Records for this exercise:
..........

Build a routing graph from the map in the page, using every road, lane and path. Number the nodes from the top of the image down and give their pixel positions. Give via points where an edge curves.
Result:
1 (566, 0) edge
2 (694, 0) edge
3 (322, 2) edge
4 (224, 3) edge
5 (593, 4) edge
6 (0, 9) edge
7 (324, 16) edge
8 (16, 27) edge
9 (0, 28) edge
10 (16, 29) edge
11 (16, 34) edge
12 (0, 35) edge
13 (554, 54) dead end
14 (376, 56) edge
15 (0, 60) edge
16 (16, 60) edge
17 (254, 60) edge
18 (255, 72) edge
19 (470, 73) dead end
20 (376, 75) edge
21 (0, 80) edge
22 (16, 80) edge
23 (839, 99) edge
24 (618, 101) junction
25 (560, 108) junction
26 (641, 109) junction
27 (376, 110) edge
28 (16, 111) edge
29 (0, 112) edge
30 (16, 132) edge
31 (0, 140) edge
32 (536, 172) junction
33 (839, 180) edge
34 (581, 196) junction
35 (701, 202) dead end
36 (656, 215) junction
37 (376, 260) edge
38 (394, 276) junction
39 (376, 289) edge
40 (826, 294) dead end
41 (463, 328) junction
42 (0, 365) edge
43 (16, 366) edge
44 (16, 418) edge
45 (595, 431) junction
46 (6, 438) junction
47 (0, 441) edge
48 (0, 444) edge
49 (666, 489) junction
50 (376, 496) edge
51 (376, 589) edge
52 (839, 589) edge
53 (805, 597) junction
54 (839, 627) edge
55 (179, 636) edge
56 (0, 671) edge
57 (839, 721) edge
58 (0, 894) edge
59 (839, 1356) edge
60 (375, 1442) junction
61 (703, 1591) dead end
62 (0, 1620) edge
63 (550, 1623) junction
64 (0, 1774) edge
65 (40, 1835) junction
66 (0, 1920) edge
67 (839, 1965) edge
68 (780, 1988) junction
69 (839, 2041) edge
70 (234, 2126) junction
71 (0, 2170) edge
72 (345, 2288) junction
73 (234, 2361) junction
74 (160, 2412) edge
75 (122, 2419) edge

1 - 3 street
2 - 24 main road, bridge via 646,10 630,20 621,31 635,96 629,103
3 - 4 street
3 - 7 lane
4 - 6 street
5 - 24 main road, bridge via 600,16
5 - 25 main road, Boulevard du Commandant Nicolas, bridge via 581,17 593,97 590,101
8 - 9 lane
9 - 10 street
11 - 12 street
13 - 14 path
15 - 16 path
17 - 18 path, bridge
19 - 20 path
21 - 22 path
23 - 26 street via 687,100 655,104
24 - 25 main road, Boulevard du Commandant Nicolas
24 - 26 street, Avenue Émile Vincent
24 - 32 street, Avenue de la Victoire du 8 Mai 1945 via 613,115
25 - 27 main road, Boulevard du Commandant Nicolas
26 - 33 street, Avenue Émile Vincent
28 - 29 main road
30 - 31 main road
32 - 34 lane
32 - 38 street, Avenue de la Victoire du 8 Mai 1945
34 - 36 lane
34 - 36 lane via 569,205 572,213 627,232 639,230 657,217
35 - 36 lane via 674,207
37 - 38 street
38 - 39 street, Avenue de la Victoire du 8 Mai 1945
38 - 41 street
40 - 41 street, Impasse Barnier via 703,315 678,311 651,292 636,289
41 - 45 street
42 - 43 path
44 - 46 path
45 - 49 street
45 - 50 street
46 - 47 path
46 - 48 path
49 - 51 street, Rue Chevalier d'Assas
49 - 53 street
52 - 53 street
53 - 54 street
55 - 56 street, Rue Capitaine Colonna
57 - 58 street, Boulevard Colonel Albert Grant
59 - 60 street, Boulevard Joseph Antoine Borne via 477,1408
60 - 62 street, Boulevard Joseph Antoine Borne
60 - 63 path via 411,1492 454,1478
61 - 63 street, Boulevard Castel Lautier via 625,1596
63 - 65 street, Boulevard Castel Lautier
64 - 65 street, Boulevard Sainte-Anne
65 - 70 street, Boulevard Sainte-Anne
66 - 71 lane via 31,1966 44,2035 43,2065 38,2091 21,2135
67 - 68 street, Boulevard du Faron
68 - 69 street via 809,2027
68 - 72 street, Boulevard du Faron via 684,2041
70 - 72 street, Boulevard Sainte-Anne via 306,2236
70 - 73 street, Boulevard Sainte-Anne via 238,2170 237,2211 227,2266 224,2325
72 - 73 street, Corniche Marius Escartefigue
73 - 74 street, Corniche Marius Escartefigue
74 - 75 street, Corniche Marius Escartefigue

..........

What the exercise asks:
Scan the records for the string "Borne". Copy each line in which it appears.

Exercise output:
59 - 60 street, Boulevard Joseph Antoine Borne via 477,1408
60 - 62 street, Boulevard Joseph Antoine Borne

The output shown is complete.